Below is how i create VkFFTApplication object

void vkfft_create(int size, int how_many, int double_precision, VkFFTApplication *app_handle) {
  VkFFTConfiguration config = {};
  VkFFTApplication app = {};
  // Populating config values
  // ...
  VKFFT_CALL(initializeVkFFT(&app, config));
  *app_handle = app;
}

I store app_handle pointer and use it later to execute plan.

Everything works on first iteration over dimensions. But second iteration fails on a calloc call: https://github.com/DTolm/VkFFT/blob/master/vkFFT/vkFFT/vkFFT_AppManagement/vkFFT_InitializeApp.h#L1485 Program received SIGSEGV

It turns out that creating empty app structure like this VkFFTApplication app = {};, app has same address that it had on a previous iteration. So, basically it is trying to calloc already allocated data.

My question is: How should I initialize VkFFTApplication structure to make it point to different memory address every iteration?

Thanks!

DTolm commented 4 months ago

Hello,

creating app structure like this VkFFTApplication app = {}; makes it scope local - meaning it will be deallocated once vkfft_create call finishes. What you want is likely to call VkFFTApplication app = {}; outside the vkfft_create and then pass the pointer &app to vkfft_create. Or you can manually allocate memory for app in vkfft_create with VkFFTApplication* app = (VkFFTApplication*)calloc(1, sizeof(VkFFTApplication)); and free it later in vkfft_free call, for example.

Best regards, Dmitrii

ShatrovOA commented 4 months ago

Hello Dmitrii,

Thank you for your quick response. Second option really made it work.

I changed subroutine signature a bit:

void vkfft_create(int size, int how_many, int double_precision, VkFFTApplication **app_handle) {
  VkFFTConfiguration config = {};
  VkFFTApplication* app = (VkFFTApplication*)calloc(1, sizeof(VkFFTApplication));
  // Populating config values
  // ...
  VKFFT_CALL(initializeVkFFT(app, config));
  *app_handle = app;
}

and I can clearly see that app is pointing to different locations. Thank you.
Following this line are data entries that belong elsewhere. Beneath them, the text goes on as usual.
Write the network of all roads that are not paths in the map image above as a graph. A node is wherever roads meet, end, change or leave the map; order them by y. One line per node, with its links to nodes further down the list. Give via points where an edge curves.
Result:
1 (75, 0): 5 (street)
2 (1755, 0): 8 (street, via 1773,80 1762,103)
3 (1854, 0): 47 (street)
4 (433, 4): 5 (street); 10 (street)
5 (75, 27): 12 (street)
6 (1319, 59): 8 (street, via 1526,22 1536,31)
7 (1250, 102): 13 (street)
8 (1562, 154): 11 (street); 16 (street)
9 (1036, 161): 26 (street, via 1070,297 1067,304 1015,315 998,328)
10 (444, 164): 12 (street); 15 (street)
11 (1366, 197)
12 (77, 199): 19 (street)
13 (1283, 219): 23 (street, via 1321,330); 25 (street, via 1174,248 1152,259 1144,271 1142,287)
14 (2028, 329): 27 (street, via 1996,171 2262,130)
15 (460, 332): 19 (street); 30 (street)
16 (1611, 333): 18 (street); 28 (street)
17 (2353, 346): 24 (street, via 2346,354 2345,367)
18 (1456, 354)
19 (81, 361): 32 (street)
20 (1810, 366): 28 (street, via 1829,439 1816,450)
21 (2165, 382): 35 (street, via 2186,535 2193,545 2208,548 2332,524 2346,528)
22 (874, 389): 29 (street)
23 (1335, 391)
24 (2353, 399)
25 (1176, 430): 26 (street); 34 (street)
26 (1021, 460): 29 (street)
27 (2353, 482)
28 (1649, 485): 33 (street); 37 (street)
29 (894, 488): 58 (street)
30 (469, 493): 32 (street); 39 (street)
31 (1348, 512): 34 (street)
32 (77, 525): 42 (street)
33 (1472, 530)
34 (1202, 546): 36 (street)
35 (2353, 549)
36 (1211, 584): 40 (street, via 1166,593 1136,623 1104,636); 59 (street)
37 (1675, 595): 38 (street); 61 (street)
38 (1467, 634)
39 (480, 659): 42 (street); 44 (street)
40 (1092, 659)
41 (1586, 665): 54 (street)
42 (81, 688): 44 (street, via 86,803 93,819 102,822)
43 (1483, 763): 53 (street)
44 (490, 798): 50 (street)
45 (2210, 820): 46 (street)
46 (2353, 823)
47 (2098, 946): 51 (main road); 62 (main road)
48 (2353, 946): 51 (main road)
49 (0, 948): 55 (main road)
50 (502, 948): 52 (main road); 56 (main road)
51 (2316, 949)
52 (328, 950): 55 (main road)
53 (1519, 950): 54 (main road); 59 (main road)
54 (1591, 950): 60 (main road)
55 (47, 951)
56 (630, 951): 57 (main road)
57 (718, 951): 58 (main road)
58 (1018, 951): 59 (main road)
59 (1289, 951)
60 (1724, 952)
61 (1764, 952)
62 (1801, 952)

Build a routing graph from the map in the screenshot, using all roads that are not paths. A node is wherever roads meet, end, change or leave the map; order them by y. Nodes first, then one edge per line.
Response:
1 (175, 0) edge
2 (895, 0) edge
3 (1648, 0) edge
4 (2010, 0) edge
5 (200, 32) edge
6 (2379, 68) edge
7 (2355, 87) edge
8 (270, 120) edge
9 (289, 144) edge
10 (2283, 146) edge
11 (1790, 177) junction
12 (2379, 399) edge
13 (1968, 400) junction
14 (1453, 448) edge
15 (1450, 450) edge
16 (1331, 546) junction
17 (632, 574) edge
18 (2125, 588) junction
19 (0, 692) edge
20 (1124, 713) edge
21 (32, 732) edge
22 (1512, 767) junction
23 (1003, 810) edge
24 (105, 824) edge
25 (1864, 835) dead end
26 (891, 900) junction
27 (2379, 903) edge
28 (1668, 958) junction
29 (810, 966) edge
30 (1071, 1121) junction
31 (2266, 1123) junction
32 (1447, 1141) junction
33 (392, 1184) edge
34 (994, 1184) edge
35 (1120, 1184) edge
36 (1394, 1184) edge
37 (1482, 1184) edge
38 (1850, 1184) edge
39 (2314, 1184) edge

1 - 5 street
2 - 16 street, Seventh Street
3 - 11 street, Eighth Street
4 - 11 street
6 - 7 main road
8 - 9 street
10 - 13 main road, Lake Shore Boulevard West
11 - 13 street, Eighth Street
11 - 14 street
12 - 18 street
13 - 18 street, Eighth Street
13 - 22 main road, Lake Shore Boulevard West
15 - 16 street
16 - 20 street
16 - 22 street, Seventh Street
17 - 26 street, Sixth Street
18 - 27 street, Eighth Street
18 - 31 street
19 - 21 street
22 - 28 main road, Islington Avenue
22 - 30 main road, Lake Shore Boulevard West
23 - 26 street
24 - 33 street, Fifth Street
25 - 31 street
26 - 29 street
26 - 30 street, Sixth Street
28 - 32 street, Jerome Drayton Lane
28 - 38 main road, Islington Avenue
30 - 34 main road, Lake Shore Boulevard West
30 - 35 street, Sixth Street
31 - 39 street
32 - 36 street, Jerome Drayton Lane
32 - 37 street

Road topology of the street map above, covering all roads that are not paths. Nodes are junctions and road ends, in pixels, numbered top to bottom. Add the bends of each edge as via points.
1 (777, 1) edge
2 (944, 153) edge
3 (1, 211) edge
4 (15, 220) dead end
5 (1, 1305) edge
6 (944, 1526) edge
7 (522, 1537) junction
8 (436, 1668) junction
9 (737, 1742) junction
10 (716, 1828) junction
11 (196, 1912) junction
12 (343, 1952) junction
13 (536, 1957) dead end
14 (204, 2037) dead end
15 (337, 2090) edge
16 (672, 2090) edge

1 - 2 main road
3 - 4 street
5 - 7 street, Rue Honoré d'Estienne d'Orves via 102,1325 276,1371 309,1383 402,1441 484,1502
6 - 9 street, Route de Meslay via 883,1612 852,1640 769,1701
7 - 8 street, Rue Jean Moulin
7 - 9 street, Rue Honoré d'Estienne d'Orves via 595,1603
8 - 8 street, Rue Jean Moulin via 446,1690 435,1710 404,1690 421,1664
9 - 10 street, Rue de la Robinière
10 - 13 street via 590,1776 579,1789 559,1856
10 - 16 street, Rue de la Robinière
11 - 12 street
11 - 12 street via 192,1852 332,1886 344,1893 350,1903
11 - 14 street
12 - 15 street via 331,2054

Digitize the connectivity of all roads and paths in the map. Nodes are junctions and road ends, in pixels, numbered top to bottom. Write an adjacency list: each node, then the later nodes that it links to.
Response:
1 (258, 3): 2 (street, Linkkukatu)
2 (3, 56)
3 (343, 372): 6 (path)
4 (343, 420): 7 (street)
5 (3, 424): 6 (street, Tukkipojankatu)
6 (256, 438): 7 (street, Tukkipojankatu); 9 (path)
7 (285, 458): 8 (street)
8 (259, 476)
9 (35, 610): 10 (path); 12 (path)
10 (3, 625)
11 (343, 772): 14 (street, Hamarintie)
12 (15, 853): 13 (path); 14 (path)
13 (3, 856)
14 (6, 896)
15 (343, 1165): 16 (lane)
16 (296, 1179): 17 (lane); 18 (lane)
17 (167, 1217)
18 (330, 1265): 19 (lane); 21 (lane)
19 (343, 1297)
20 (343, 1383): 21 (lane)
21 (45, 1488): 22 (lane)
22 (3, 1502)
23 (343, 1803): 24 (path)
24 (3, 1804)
I have another unrelated question. Are there any memory estimations of memory that VkFFT will allocate internally for M batches of DCT2 transforms of size N?

DTolm commented 4 months ago

For DCT2 the additional memory usage depends on the system size. If system fits in shared memory of a GPU (<4096, approximately) it will not use additional memory (regardless of M). for bigger sequences it depends if system is decomposable as small primes or can be done with Rader algorithm - then the additional size will be 2x the system size (M*N). If the system uses Bluestein's algorithm, the size will be 4x. Some small additional memory is used for twiddle factors (at least M times smaller).

ShatrovOA commented 4 months ago

Thanks for clarification. I'm closing this issue.